Since Scoble was using an automated script to harvest addresses he was clearly breaking this condition, so Facebook suspended his account just as it would for any other user.
However Scoble is an A-list blogger so when he wrote about his suspension it generated a storm of comment.
At first people were broadly on his side, criticising Facebook for acting as if it owned his network of contacts.
Others then weighed in, pointing out that the birth dates and e-mail addresses Scoble had taken didn't belong to him but to his Facebook friends, many of whom might not want to be imported into Plaxo without their consent.
Company and blogger have now made up, with Scoble having achieved his goal of enhancing his notoriety and outsider status by standing up for users right to have access to 'their' data - even when that data is personal information about other people.
And Facebook has backed away from another PR embarrassment, although not without some loss of face since it is unlikely that an unknown accountant from Basingstoke would have been allowed to return after such an egregious breach of the site's rules.
The spat has helped highlight the issue of data ownership and data portability, and may even lead to more careful consideration of who can do what with the information found around the internet.
But it also shows how important Facebook has become as the focal point for any discussion of this type.

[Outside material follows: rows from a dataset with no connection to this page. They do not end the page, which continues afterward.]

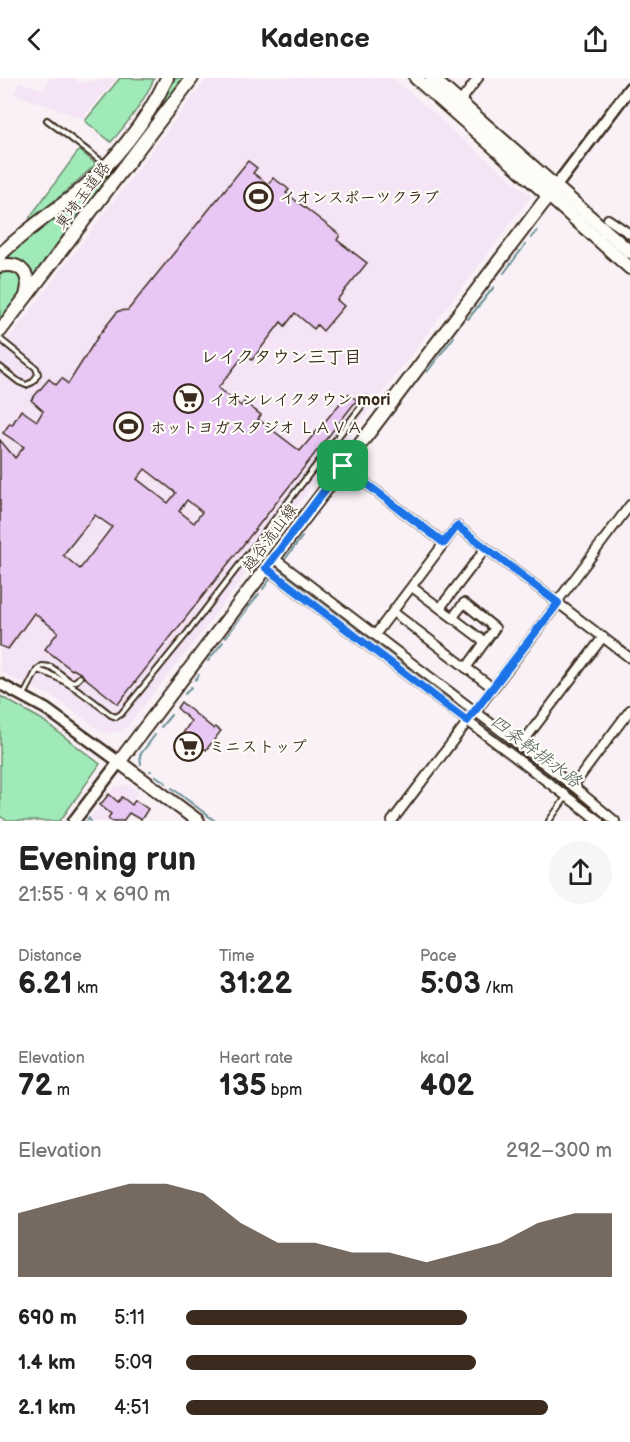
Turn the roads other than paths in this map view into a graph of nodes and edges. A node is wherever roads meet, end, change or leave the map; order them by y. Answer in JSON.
{"nodes":[{"id":1,"x":192,"y":78,"type":"edge"},
{"id":2,"x":416,"y":78,"type":"edge"},
{"id":3,"x":432,"y":78,"type":"edge"},
{"id":4,"x":478,"y":78,"type":"edge"},
{"id":5,"x":166,"y":79,"type":"edge"},
{"id":6,"x":630,"y":88,"type":"edge"},
{"id":7,"x":460,"y":102,"type":"junction"},
{"id":8,"x":47,"y":120,"type":"dead end"},
{"id":9,"x":106,"y":165,"type":"junction"},
{"id":10,"x":552,"y":191,"type":"junction"},
{"id":11,"x":608,"y":219,"type":"dead end"},
{"id":12,"x":630,"y":234,"type":"edge"},
{"id":13,"x":630,"y":252,"type":"edge"},
{"id":14,"x":0,"y":255,"type":"edge"},
{"id":15,"x":0,"y":266,"type":"edge"},
{"id":16,"x":630,"y":268,"type":"edge"},
{"id":17,"x":26,"y":297,"type":"junction"},
{"id":18,"x":0,"y":331,"type":"edge"},
{"id":19,"x":0,"y":339,"type":"edge"},
{"id":20,"x":0,"y":367,"type":"edge"},
{"id":21,"x":367,"y":399,"type":"dead end"},
{"id":22,"x":343,"y":466,"type":"junction"},
{"id":23,"x":630,"y":505,"type":"edge"},
{"id":24,"x":444,"y":543,"type":"junction"},
{"id":25,"x":486,"y":548,"type":"junction"},
{"id":26,"x":270,"y":563,"type":"junction"},
{"id":27,"x":412,"y":586,"type":"junction"},
{"id":28,"x":558,"y":602,"type":"junction"},
{"id":29,"x":440,"y":608,"type":"junction"},
{"id":30,"x":393,"y":612,"type":"junction"},
{"id":31,"x":453,"y":617,"type":"junction"},
{"id":32,"x":375,"y":635,"type":"junction"},
{"id":33,"x":603,"y":637,"type":"junction"},
{"id":34,"x":485,"y":642,"type":"junction"},
{"id":35,"x":630,"y":658,"type":"edge"},
{"id":36,"x":466,"y":668,"type":"junction"},
{"id":37,"x":37,"y":670,"type":"junction"},
{"id":38,"x":80,"y":677,"type":"dead end"},
{"id":39,"x":0,"y":684,"type":"edge"},
{"id":40,"x":493,"y":688,"type":"junction"},
{"id":41,"x":24,"y":696,"type":"junction"},
{"id":42,"x":630,"y":710,"type":"edge"},
{"id":43,"x":471,"y":716,"type":"junction"},
{"id":44,"x":520,"y":746,"type":"junction"},
{"id":45,"x":119,"y":762,"type":"junction"},
{"id":46,"x":573,"y":786,"type":"junction"},
{"id":47,"x":567,"y":796,"type":"junction"},
{"id":48,"x":74,"y":821,"type":"edge"},
{"id":49,"x":198,"y":821,"type":"edge"},
{"id":50,"x":392,"y":821,"type":"edge"},
{"id":51,"x":549,"y":821,"type":"edge"},
{"id":52,"x":599,"y":821,"type":"edge"},
{"id":53,"x":615,"y":821,"type":"edge"}],
"edges":[{"from":1,"to":17,"type":"main road","name":"東埼玉道路"},
{"from":2,"to":10,"type":"main road"},
{"from":3,"to":7,"type":"main road"},
{"from":4,"to":7,"type":"street"},
{"from":5,"to":9,"type":"main road","name":"東埼玉道路"},
{"from":6,"to":10,"type":"main road"},
{"from":7,"to":10,"type":"main road"},
{"from":8,"to":9,"type":"lane"},
{"from":9,"to":14,"type":"main road","name":"東埼玉道路"},
{"from":10,"to":13,"type":"main road"},
{"from":10,"to":16,"type":"main road"},
{"from":10,"to":22,"type":"main road","name":"越谷流山線"},
{"from":11,"to":12,"type":"street"},
{"from":15,"to":17,"type":"main road"},
{"from":17,"to":18,"type":"main road","name":"東埼玉道路"},
{"from":19,"to":20,"type":"lane"},
{"from":21,"to":37,"type":"lane"},
{"from":22,"to":24,"type":"street"},
{"from":22,"to":26,"type":"main road","name":"越谷流山線"},
{"from":23,"to":28,"type":"street"},
{"from":24,"to":25,"type":"street"},
{"from":24,"to":27,"type":"street"},
{"from":25,"to":28,"type":"street"},
{"from":25,"to":29,"type":"street"},
{"from":26,"to":32,"type":"street"},
{"from":26,"to":43,"type":"street"},
{"from":26,"to":45,"type":"main road","name":"越谷流山線"},
{"from":27,"to":29,"type":"street"},
{"from":27,"to":30,"type":"street"},
{"from":28,"to":33,"type":"street"},
{"from":28,"to":40,"type":"street"},
{"from":29,"to":31,"type":"street"},
{"from":30,"to":32,"type":"street"},
{"from":30,"to":36,"type":"street"},
{"from":31,"to":34,"type":"street"},
{"from":31,"to":34,"type":"street"},
{"from":32,"to":43,"type":"street"},
{"from":33,"to":35,"type":"street"},
{"from":33,"to":44,"type":"street"},
{"from":34,"to":36,"type":"street"},
{"from":36,"to":40,"type":"street"},
{"from":37,"to":38,"type":"lane"},
{"from":37,"to":41,"type":"lane"},
{"from":39,"to":41,"type":"street"},
{"from":40,"to":43,"type":"street"},
{"from":41,"to":45,"type":"street"},
{"from":42,"to":46,"type":"street"},
{"from":43,"to":44,"type":"street"},
{"from":43,"to":47,"type":"street"},
{"from":43,"to":50,"type":"street"},
{"from":44,"to":46,"type":"street"},
{"from":45,"to":48,"type":"main road"},
{"from":45,"to":49,"type":"main road"},
{"from":46,"to":53,"type":"street"},
{"from":47,"to":51,"type":"lane"},
{"from":47,"to":52,"type":"street"}]}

It is our lightning conductor for many of the issues which are emerging as important in the new, online world, and that will ensure that it will be dragged into stories to make a point, even when it is not directly involved.
Of course the chances are that the site will also merit some coverage because of the way it grows.
In his list of technology predictions for 2008 noted computer scientist Ed Felten includes 'a Facebook application will cause a big privacy to-do', and he's not alone in this belief.
One reason for this is that Facebook founder Mark Zuckerberg comes from the generation that grew up with the network in their lives, for whom the boundaries between offline and online relationships have always been indeterminate and to some extent irrelevant.
Mark Zuckerberg, part of a new generation of networkers
Zuckerberg's instincts are those of the children who flock to MySpace, Bebo and YouTube, not those of the older users who are now using the tools his company has developed.
This culture clash is an interesting reversal of the old order, in which teenagers would grow into a world defined by their parents and have to learn how to assert their own desires and demands.
Adults going online for the first time are entering a world that has been shaped by the interests, desires and concerns of the younger generation, a world that does not operate according to the rules they have followed in real life.
It is hardly surprising that there are differences of opinion, or that the practices of the various social sites sometimes cause concern for parents, politicians or teachers.
It will be interesting to see whether some compromise can be achieved in the coming months and years, or whether the rapid rate of network development means that even Mark Zuckerberg will end the year complaining that the youngsters are just not behaving responsibly online.
Bill Thompson is an independent journalist and regular commentator on the BBC World Service programme Digital Planet.